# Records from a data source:
● ● ● ● ●

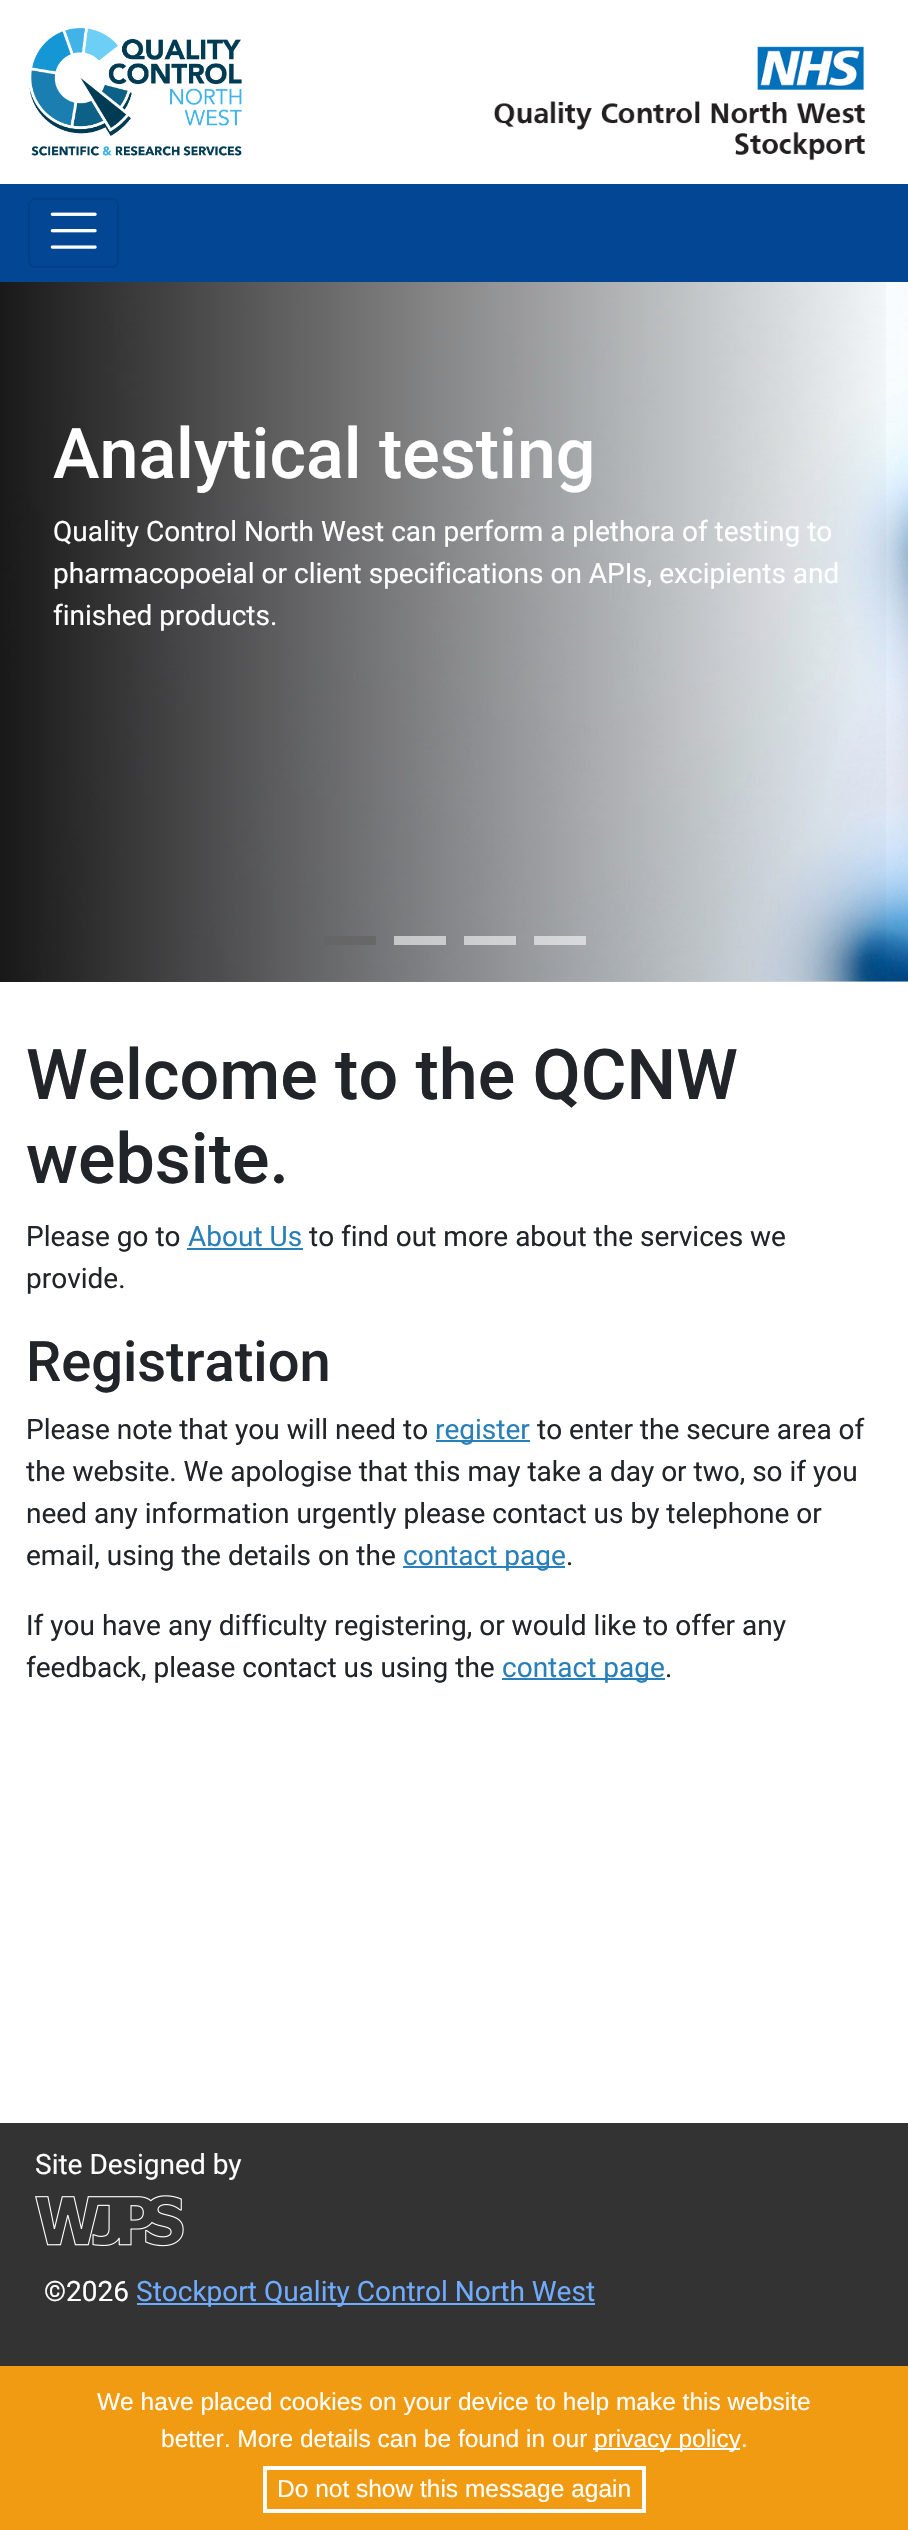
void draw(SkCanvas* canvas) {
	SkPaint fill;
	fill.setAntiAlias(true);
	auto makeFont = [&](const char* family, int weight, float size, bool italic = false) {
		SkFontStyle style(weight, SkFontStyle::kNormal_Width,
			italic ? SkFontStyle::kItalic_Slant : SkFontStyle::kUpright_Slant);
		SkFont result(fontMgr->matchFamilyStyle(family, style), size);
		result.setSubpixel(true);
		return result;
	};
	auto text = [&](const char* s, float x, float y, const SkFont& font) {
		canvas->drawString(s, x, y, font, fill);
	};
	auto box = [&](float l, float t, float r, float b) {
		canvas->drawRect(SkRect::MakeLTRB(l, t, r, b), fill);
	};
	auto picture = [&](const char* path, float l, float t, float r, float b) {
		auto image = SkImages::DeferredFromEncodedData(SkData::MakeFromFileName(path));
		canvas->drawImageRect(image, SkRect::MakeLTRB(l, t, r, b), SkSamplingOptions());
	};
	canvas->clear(0xFFFFFFFF);
	picture("image0.png", 29, 28, 242, 156);
	picture("image1.png", 494, 46, 866, 161);
	fill.setColor(0xFF034694);
	box(0, 184, 908, 282);
	fill.setStyle(SkPaint::kStroke_Style);
	fill.setStrokeWidth(2);
	fill.setColor(0xFF033F85);
	canvas->drawRoundRect(SkRect::MakeLTRB(29, 199, 118, 267), 6, 6, fill);
	picture("image2.png", 50, 212, 97, 249);
	picture("image3.png", 0, 282, 908, 982);
	fill.setStyle(SkPaint::kFill_Style);
	{
		const SkColor colors[] = {0xE6000000, 0x00000000};
		const float stops[] = {0, 1};
		const SkPoint ends[] = {{0, 632}, {908, 632}};
		fill.setShader(SkGradientShader::MakeLinear(ends, colors, stops, 2, SkTileMode::kClamp));
		fill.setAlpha(255);
	}
	box(0, 282, 886, 982);
	fill.setShader(nullptr);
	fill.setColor(0xCC646464);
	box(324, 936, 376, 945);
	fill.setColor(0x99FAFAFA);
	box(394, 936, 446, 945);
	box(464, 936, 516, 945);
	box(534, 936, 586, 945);
	fill.setColor(0xFF2980B9);
	box(187, 1248, 303, 1250);
	box(436, 1440, 530, 1442);
	box(403, 1566, 565, 1568);
	box(502, 1678, 665, 1680);
	fill.setColor(0xFF333333);
	box(0, 2123, 908, 2366);
	fill.setColor(0xFFF19B12);
	box(0, 2366, 908, 2530);
	picture("image4.png", 35, 2195, 184, 2247);
	fill.setColor(0xFF6FABFE);
	box(137, 2303, 595, 2305);
	fill.setColor(0xFFFDFDFD);
	box(593, 2448, 740, 2450);
	fill.setStyle(SkPaint::kStroke_Style);
	fill.setStrokeWidth(4);
	canvas->drawRect(SkRect::MakeLTRB(265, 2468, 644, 2511), fill);
	auto font1 = makeFont("Roboto", 500, 70);
	fill.setStyle(SkPaint::kFill_Style);
	fill.setColor(0xFFFFFFFF);
	text("Analytical testing", 53, 478, font1);
	auto font2 = makeFont("Roboto", 400, 28);
	text("Quality Control North West can perform a plethora of testing to", 53, 541, font2);
	text("pharmacopoeial or client specifications on APIs, excipients and", 53, 583, font2);
	text("finished products.", 53, 625, font2);
	fill.setColor(0xFF212529);
	text("Welcome to the QCNW", 26, 1099, font1);
	text("website.", 26, 1183, font1);
	text("Please go to", 26, 1246, font2);
	fill.setColor(0xFF2980B9);
	text("About Us", 188, 1246, font2);
	fill.setColor(0xFF212529);
	text("to find out more about the services we", 309, 1246, font2);
	text("provide.", 26, 1288, font2);
	auto font3 = makeFont("Roboto", 500, 56);
	text("Registration", 26, 1381, font3);
	text("Please note that you will need to", 26, 1439, font2);
	fill.setColor(0xFF2980B9);
	text("register", 435, 1439, font2);
	fill.setColor(0xFF212529);
	text("to enter the secure area of", 537, 1439, font2);
	text("the website. We apologise that this may take a day or two, so if you", 26, 1481, font2);
	text("need any information urgently please contact us by telephone or", 26, 1523, font2);
	text("email, using the details on the", 26, 1565, font2);
	fill.setColor(0xFF2980B9);
	text("contact page", 403, 1565, font2);
	fill.setColor(0xFF212529);
	text(".", 566, 1565, font2);
	text("If you have any difficulty registering, or would like to offer any", 26, 1635, font2);
	text("feedback, please contact us using the", 26, 1677, font2);
	fill.setColor(0xFF2980B9);
	text("contact page", 502, 1677, font2);
	fill.setColor(0xFF212529);
	text(".", 665, 1677, font2);
	fill.setColor(0xFFFFFFFF);
	text("Site Designed by", 35, 2174, font2);
	text("©2026", 44, 2301, font2);
	fill.setColor(0xFF6FABFE);
	text("Stockport Quality Control North West", 136, 2301, font2);
	auto font4 = makeFont("Liberation Sans", 400, 24.5f);
	fill.setColor(0xFFFFFFFF);
	text("We have placed cookies on your device to help make this website", 97, 2410, font4);
	text("better. More details can be found in our", 161, 2447, font4);
	text("privacy policy.", 594, 2447, font4);
	text("Do not show this message again", 277, 2497, font4);
}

● ● ● ● ●

# Task to carry out:
There is a line with "auto box = [&](float" and a line with "auto picture = [&](const" above. Copy exactly those two lines and all lines between them, with nothing else.

# Task response:
	auto box = [&](float l, float t, float r, float b) {
		canvas->drawRect(SkRect::MakeLTRB(l, t, r, b), fill);
	};
	auto picture = [&](const char* path, float l, float t, float r, float b) {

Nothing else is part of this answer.